31st December 2018

Sports Integrity Briefs – 31 December 2018

• Shashi Tharoor, MP for Thiruvananthapuram, capital of the Indian State of Kerala, has introduced a private members’ Bill that would criminalise sporting fraud and regulate online sports betting. It is understood that Tharoor plans to present his Sports (Online Gaming and Prevention of Fraud) Bill, 2018, before the Lok Sabha, the lower House of the Indian Parliament for India, as soon as possible. The Bill is one of four tabled by Tharoor.

• The Executive Committee of the International Shooting Sport Federation (ISSF) has voted to accept a donation of US$10 million from Vladimir Lisin, its President, to establish a Development Fund. Lisin is a Russian steel businessman who is the majority shareholder in Novolipetsk (NLMK), one of Russia’s largest steel companies. In November 2018, Lisin was elected to replace Olegario Vázquez Raña, who had been ISSF President since 1980. Alexander Ratner, former President of the Russian Baseball Federation, was also appointed as ISSF Secretary General alongside Lisin. Ratner was a member of the Organising Committee for the 1980 Moscow Olympic Games and worked alongside Juan Antonio Samaranch, former President of the International Olympic Committee (IOC) for 25 years. Lisin and Ratner have been President and Secretary General of the European Shooting Confederation for the past five years.

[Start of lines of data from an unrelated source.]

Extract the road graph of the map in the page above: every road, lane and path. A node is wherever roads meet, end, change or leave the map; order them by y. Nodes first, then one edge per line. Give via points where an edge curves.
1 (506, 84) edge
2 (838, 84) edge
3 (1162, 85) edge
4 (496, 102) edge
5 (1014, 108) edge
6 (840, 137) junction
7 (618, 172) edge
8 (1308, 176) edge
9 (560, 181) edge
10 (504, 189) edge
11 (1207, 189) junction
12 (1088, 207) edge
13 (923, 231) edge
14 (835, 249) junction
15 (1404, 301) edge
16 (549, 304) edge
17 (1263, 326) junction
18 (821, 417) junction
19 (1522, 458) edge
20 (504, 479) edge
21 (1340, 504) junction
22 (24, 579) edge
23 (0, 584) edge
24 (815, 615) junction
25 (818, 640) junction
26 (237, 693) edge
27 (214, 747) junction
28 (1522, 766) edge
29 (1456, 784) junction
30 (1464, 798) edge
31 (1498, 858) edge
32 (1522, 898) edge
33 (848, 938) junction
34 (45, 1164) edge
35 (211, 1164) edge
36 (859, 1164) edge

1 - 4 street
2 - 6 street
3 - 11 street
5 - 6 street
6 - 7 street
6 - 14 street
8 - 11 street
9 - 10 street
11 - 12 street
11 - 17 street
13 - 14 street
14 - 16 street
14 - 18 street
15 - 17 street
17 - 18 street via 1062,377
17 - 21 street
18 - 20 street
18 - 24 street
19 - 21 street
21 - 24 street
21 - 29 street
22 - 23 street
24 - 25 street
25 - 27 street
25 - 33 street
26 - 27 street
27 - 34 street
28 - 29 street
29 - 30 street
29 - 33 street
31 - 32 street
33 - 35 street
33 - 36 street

• The international football players’ union, FIFPro, and the Union of European Football Associations (UEFA) have condemned racist abuse directed towards Napoli player Kalidou Koulibaly during the Serie A club’s 1-0 loss at Inter Milan on 26 December. ‘Both organisations applaud the prompt actions taken by Italy’s football authorities, who sanctioned FC Internazionale with the next two matches to be played behind closed doors and, additionally, with a partial closure for FC Internazionale’s third home match’, read a statement. ‘However, FIFPro and UEFA are very concerned by this unacceptable racist incident and by what appears on the surface to be a failure to respect the widely-recognised three-step anti-racism protocol’. Gabriele Gravina, President of the Italian football association (FIGC), said that at the next meeting of the FIGC Federal Council, he would propose changing the rules regarding suspensions for racial abuse in order to make them easier to apply.

China is considering criminalising doping, reports Xinhua. Gou Zhongwen, Director of China’s General Administration of Sport, said that those guilty of doping will face criminal punishment at a national sports meeting on 28 December, reported the news agency.

• Spain’s Directorate General for the Organisation of Gambling (DGOJ) has confirmed that a public consultation on new legislation designed to combat the manipulation of sports competitions and sporting fraud has been launched. The Ministry of Finance has launched a portal designed to explain the proposed new rules.

• The UK’s National Crime Agency (NCA) has confirmed that Yousaf Anwar, Mohammed Iljaz and Nasir Jamshed have been formally charged with bribery offences as part of its investigation into spot fixing in cricket matches involving Pakistan and Bangladesh. The three are due to appear at Manchester Magistrates Court on 15 January. The Pakistan Cricket Board (PCB) sanctioned Jamshed with a ten year ban in August this year.

Arturo Sanhueza has been sanctioned with a three month ban, after a doping tribunal accepted that the CD Cobreloa player’s adverse analytical finding (AAF) for methylhexanamine was due to a contaminated supplement. ‘We welcome the decision, especially since the National Anti-Doping Commission had requested a four year ban for the player’, read a statement from the Chilean players’ association (SIFUP). 

• Ugandan club Express FC has described reports suggesting that it has dismissed its goalkeeper for match-fixing as ‘fake news. Express FC confirmed that its goalkeeper remains an active member of the football club.

• The International Equestrian Federation (FEI) has sanctioned two US athletes after their horses tested positive for ractopamine. The two athletes were able to prove that the adverse analytical findings (AAFs) were due to contaminated supplements. Both athletes were initially suspended for three months, and their horses for two months. On appeal to the Court of Arbitration for Sport (CAS), the suspensions imposed on the horses were lifted.